Pour lui, « la doctrine sociale chrétienne se doit de questionner le capitalisme ». Jusqu’à ces derniers jours le Père Calvez enseignait au Centre Sèvres à Paris, où il dirigeait le Département d’éthique publique ; il était aussi sollicité pour donner des cours dans le reste du monde.
Il conseillait de lire quotidiennement la Bible et le journal, car ces deux lectures permettent d’être solidaires des personnes démunies. Il a ouvert, avec d’autres, des voies nouvelles d’évangélisation et ses écrits seront un repère pour bien des générations.

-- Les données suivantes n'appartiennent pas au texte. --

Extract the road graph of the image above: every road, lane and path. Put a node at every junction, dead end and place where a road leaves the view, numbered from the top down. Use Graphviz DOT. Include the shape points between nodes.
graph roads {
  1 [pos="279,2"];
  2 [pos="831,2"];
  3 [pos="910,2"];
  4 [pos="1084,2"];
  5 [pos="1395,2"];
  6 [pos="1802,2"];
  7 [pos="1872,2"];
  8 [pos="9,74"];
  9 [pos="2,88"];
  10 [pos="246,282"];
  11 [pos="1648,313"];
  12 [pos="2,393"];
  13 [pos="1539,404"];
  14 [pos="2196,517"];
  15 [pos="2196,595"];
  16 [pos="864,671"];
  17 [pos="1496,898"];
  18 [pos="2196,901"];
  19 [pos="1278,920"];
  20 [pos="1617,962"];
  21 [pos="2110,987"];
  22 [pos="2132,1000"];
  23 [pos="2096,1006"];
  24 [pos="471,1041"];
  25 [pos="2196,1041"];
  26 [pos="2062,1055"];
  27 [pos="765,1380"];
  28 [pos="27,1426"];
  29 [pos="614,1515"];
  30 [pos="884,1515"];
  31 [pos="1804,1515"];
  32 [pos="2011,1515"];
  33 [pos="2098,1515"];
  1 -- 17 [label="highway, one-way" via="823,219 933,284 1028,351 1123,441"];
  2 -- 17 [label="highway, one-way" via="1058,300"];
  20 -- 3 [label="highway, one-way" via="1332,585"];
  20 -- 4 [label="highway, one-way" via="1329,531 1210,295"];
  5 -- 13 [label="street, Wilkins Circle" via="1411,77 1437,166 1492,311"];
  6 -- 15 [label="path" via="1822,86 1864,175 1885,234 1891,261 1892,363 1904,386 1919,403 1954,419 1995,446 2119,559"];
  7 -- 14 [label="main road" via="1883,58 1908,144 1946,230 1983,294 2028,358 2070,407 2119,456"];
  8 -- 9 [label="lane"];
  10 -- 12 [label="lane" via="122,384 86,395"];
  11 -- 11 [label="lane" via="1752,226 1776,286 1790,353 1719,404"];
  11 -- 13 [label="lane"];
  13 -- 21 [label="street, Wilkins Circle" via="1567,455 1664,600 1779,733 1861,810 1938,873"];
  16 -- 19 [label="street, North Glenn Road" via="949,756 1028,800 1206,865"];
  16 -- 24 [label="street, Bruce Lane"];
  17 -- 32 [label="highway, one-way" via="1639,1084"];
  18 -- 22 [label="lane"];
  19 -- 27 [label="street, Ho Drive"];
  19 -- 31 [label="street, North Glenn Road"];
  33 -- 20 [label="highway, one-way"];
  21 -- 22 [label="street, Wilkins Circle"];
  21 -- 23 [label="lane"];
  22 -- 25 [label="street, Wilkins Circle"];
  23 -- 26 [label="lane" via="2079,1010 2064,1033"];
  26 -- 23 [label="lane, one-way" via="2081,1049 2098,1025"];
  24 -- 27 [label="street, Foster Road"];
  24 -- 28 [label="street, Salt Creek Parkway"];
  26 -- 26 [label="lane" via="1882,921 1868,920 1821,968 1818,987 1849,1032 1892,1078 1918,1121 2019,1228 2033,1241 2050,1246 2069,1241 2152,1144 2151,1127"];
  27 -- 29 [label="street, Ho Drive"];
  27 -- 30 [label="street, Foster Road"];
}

Le cinéaste, Eric Rohmer, de son vrai nom Maurice Shérer, de formation littéraire, avait commencé par être critique dans les Cahiers du Cinéma. « Tous mes films tournent autour du problème du choix problème grave, mais traité sur le ton de la comédie « . Cette déclaration peut résumer son œuvre très importante. Notamment, ses premiers films, les six contes moraux, et ensuite les contes des quatre saisons. Il savait mettre en scène des personnages souvent jeunes, tiraillés par l’ambigüité de leurs sentiments amoureux, cherchant le grand amour, ayant des décisions à prendre pour leur avenir, discutant interminablement sur le hasard, le destin, la morale et la liberté et choisissant la fidélité.
Deux de ses films m’ont marquée: « Ma nuit chez Maud » film qui l’a fait connaître: c’est à la messe que le héros tombe amoureux de celle qui deviendra sa femme; après une discussion sur le pari de Pascal, il résiste à une autre femme qui veut le séduire ; et « l’Amour l’après-midi » où le personnage tenté par une aventure, reste fidèle à sa femme.
On lui a reproché de mettre en scène des personnages trop bavards, s’interrogeant beaucoup! C’est vrai qu’il faut aimer les discussions quand on va voir un film de Rohmer; les dialogues sont dans un français très littéraire ; agréables et faciles à interpréter aux dires des acteurs.
Ce cinéaste a mené une vie discrète qui lui a été source d’inspiration. Il connaissait bien les peintres et leur faisait des clins d’œil, notamment Vermeer, dans son film « Conte d’Automne ». Beaucoup de ses films révèlent la condition humaine qui transcende les siècles.
Son style différent dans un milieu souvent pris par les apparences, la beauté de ses dialogues et la profondeur des caractères de la plupart de ses personnages ont permis de décrire la complexité de la vie et les interrogations portées par nos contemporains.
Ces deux hommes très différents ont cherché à mieux comprendre l’être humain et y ont contribué par leurs œuvres.